Required work:
Retype each of the records below exactly, leaving the pictures out.

BEGIN Given data

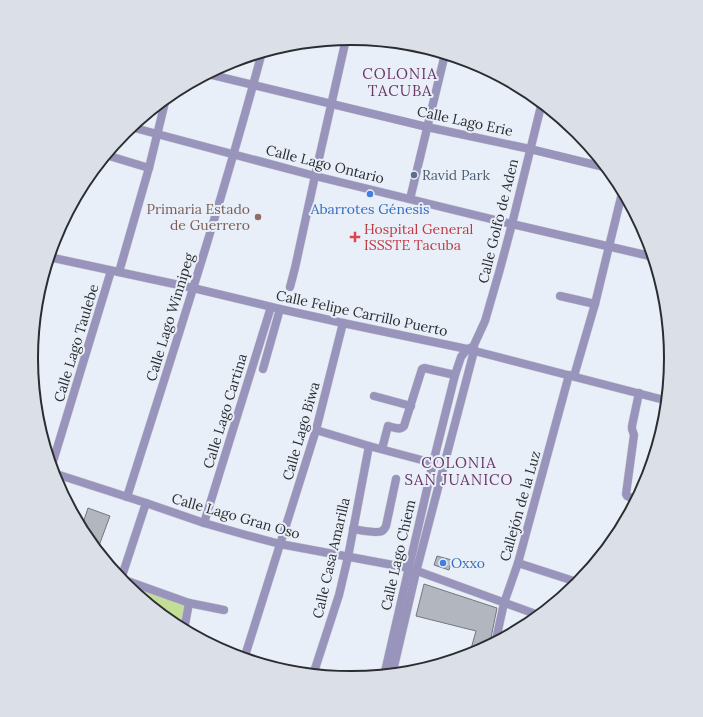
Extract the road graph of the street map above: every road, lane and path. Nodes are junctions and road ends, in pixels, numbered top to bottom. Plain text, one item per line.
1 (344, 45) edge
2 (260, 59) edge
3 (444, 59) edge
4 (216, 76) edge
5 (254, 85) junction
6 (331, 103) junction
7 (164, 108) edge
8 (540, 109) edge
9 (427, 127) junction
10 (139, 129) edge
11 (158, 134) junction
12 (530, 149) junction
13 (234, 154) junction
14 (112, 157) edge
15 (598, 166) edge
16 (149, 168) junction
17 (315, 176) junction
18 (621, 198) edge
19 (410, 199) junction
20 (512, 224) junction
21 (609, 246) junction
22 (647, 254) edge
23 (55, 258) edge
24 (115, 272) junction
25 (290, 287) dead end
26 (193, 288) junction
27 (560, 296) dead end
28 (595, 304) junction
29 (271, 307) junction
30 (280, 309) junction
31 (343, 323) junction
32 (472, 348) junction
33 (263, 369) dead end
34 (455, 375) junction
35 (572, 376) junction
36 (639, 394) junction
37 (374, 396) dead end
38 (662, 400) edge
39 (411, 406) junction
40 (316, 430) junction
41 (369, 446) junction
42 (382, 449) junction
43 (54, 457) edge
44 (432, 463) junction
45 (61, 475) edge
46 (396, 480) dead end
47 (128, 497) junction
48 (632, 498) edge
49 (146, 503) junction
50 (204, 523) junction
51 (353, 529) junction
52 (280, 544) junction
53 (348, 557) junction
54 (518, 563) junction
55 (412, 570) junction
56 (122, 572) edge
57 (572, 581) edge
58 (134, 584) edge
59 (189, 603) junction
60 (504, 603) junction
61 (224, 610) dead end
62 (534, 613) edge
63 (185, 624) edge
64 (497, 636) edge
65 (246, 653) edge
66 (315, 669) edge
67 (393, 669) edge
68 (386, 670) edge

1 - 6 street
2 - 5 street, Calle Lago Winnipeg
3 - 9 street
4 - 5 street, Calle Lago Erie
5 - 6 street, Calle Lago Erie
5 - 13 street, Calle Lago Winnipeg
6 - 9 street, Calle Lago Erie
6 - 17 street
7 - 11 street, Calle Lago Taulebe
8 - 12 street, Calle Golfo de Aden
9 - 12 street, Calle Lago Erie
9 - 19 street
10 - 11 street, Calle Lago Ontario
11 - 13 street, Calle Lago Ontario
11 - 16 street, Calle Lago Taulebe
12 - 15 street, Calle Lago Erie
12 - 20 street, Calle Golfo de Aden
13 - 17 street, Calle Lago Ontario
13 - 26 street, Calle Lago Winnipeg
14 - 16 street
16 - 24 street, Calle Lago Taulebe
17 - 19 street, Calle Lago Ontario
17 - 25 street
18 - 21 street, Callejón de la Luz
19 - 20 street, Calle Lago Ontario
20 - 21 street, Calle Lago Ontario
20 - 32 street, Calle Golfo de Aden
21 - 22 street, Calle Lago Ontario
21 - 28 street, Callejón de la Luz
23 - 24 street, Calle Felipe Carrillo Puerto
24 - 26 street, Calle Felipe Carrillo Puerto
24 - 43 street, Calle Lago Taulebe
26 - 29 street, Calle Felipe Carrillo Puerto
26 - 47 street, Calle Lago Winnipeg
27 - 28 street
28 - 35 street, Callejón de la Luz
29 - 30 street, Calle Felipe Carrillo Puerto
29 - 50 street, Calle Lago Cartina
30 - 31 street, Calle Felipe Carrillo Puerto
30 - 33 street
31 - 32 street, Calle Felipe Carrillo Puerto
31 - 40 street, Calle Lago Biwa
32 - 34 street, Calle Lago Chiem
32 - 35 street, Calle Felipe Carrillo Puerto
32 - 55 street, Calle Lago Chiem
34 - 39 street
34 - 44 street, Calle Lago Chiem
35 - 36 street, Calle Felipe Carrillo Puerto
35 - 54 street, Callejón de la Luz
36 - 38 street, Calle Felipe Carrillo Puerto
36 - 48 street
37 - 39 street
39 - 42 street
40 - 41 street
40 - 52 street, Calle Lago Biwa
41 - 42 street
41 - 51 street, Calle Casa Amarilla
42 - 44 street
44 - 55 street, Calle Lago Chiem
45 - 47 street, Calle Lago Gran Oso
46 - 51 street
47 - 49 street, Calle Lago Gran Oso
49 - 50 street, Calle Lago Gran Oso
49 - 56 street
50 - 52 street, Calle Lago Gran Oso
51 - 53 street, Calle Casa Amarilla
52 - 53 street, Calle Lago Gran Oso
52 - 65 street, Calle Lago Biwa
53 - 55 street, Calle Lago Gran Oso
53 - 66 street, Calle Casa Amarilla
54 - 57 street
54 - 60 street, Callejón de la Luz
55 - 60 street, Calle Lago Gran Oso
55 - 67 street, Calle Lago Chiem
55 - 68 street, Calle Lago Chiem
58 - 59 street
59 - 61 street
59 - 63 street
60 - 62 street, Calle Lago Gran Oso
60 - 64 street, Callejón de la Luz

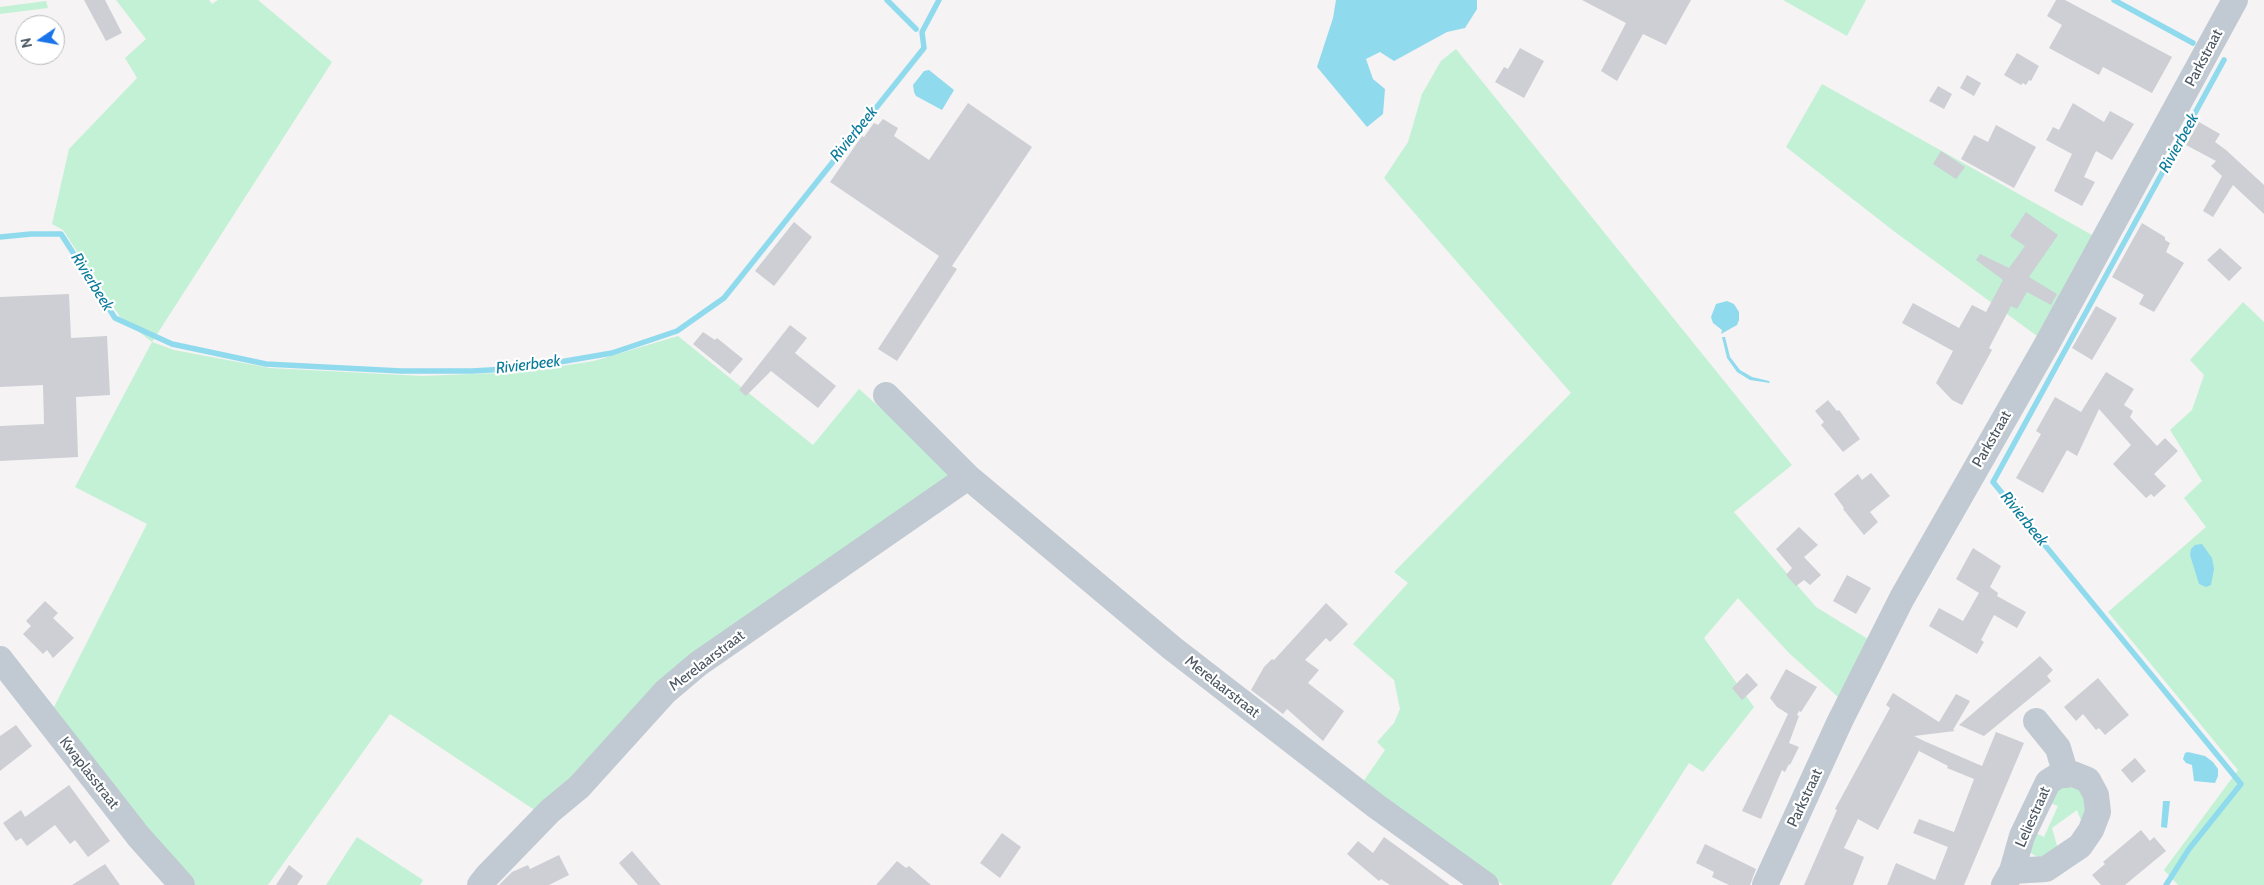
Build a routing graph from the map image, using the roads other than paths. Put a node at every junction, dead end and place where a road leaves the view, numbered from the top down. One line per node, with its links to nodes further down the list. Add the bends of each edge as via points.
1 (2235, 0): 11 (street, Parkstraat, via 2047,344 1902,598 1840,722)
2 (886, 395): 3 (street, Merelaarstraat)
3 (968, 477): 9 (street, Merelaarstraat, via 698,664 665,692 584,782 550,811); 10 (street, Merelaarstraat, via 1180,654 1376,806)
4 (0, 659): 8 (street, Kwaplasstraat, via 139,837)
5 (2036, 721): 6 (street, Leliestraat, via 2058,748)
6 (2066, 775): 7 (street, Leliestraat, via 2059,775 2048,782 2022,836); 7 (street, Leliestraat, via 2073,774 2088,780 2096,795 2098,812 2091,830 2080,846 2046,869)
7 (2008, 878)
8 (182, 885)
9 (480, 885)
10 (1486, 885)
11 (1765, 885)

END Given data

Answer to this exercise:
Extract the road graph of the street map above: every road, lane and path. Nodes are junctions and road ends, in pixels, numbered top to bottom. Plain text, one item per line.
1 (344, 45) edge
2 (260, 59) edge
3 (444, 59) edge
4 (216, 76) edge
5 (254, 85) junction
6 (331, 103) junction
7 (164, 108) edge
8 (540, 109) edge
9 (427, 127) junction
10 (139, 129) edge
11 (158, 134) junction
12 (530, 149) junction
13 (234, 154) junction
14 (112, 157) edge
15 (598, 166) edge
16 (149, 168) junction
17 (315, 176) junction
18 (621, 198) edge
19 (410, 199) junction
20 (512, 224) junction
21 (609, 246) junction
22 (647, 254) edge
23 (55, 258) edge
24 (115, 272) junction
25 (290, 287) dead end
26 (193, 288) junction
27 (560, 296) dead end
28 (595, 304) junction
29 (271, 307) junction
30 (280, 309) junction
31 (343, 323) junction
32 (472, 348) junction
33 (263, 369) dead end
34 (455, 375) junction
35 (572, 376) junction
36 (639, 394) junction
37 (374, 396) dead end
38 (662, 400) edge
39 (411, 406) junction
40 (316, 430) junction
41 (369, 446) junction
42 (382, 449) junction
43 (54, 457) edge
44 (432, 463) junction
45 (61, 475) edge
46 (396, 480) dead end
47 (128, 497) junction
48 (632, 498) edge
49 (146, 503) junction
50 (204, 523) junction
51 (353, 529) junction
52 (280, 544) junction
53 (348, 557) junction
54 (518, 563) junction
55 (412, 570) junction
56 (122, 572) edge
57 (572, 581) edge
58 (134, 584) edge
59 (189, 603) junction
60 (504, 603) junction
61 (224, 610) dead end
62 (534, 613) edge
63 (185, 624) edge
64 (497, 636) edge
65 (246, 653) edge
66 (315, 669) edge
67 (393, 669) edge
68 (386, 670) edge

1 - 6 street
2 - 5 street, Calle Lago Winnipeg
3 - 9 street
4 - 5 street, Calle Lago Erie
5 - 6 street, Calle Lago Erie
5 - 13 street, Calle Lago Winnipeg
6 - 9 street, Calle Lago Erie
6 - 17 street
7 - 11 street, Calle Lago Taulebe
8 - 12 street, Calle Golfo de Aden
9 - 12 street, Calle Lago Erie
9 - 19 street
10 - 11 street, Calle Lago Ontario
11 - 13 street, Calle Lago Ontario
11 - 16 street, Calle Lago Taulebe
12 - 15 street, Calle Lago Erie
12 - 20 street, Calle Golfo de Aden
13 - 17 street, Calle Lago Ontario
13 - 26 street, Calle Lago Winnipeg
14 - 16 street
16 - 24 street, Calle Lago Taulebe
17 - 19 street, Calle Lago Ontario
17 - 25 street
18 - 21 street, Callejón de la Luz
19 - 20 street, Calle Lago Ontario
20 - 21 street, Calle Lago Ontario
20 - 32 street, Calle Golfo de Aden
21 - 22 street, Calle Lago Ontario
21 - 28 street, Callejón de la Luz
23 - 24 street, Calle Felipe Carrillo Puerto
24 - 26 street, Calle Felipe Carrillo Puerto
24 - 43 street, Calle Lago Taulebe
26 - 29 street, Calle Felipe Carrillo Puerto
26 - 47 street, Calle Lago Winnipeg
27 - 28 street
28 - 35 street, Callejón de la Luz
29 - 30 street, Calle Felipe Carrillo Puerto
29 - 50 street, Calle Lago Cartina
30 - 31 street, Calle Felipe Carrillo Puerto
30 - 33 street
31 - 32 street, Calle Felipe Carrillo Puerto
31 - 40 street, Calle Lago Biwa
32 - 34 street, Calle Lago Chiem
32 - 35 street, Calle Felipe Carrillo Puerto
32 - 55 street, Calle Lago Chiem
34 - 39 street
34 - 44 street, Calle Lago Chiem
35 - 36 street, Calle Felipe Carrillo Puerto
35 - 54 street, Callejón de la Luz
36 - 38 street, Calle Felipe Carrillo Puerto
36 - 48 street
37 - 39 street
39 - 42 street
40 - 41 street
40 - 52 street, Calle Lago Biwa
41 - 42 street
41 - 51 street, Calle Casa Amarilla
42 - 44 street
44 - 55 street, Calle Lago Chiem
45 - 47 street, Calle Lago Gran Oso
46 - 51 street
47 - 49 street, Calle Lago Gran Oso
49 - 50 street, Calle Lago Gran Oso
49 - 56 street
50 - 52 street, Calle Lago Gran Oso
51 - 53 street, Calle Casa Amarilla
52 - 53 street, Calle Lago Gran Oso
52 - 65 street, Calle Lago Biwa
53 - 55 street, Calle Lago Gran Oso
53 - 66 street, Calle Casa Amarilla
54 - 57 street
54 - 60 street, Callejón de la Luz
55 - 60 street, Calle Lago Gran Oso
55 - 67 street, Calle Lago Chiem
55 - 68 street, Calle Lago Chiem
58 - 59 street
59 - 61 street
59 - 63 street
60 - 62 street, Calle Lago Gran Oso
60 - 64 street, Callejón de la Luz

Build a routing graph from the map image, using the roads other than paths. Put a node at every junction, dead end and place where a road leaves the view, numbered from the top down. One line per node, with its links to nodes further down the list. Add the bends of each edge as via points.
1 (2235, 0): 11 (street, Parkstraat, via 2047,344 1902,598 1840,722)
2 (886, 395): 3 (street, Merelaarstraat)
3 (968, 477): 9 (street, Merelaarstraat, via 698,664 665,692 584,782 550,811); 10 (street, Merelaarstraat, via 1180,654 1376,806)
4 (0, 659): 8 (street, Kwaplasstraat, via 139,837)
5 (2036, 721): 6 (street, Leliestraat, via 2058,748)
6 (2066, 775): 7 (street, Leliestraat, via 2059,775 2048,782 2022,836); 7 (street, Leliestraat, via 2073,774 2088,780 2096,795 2098,812 2091,830 2080,846 2046,869)
7 (2008, 878)
8 (182, 885)
9 (480, 885)
10 (1486, 885)
11 (1765, 885)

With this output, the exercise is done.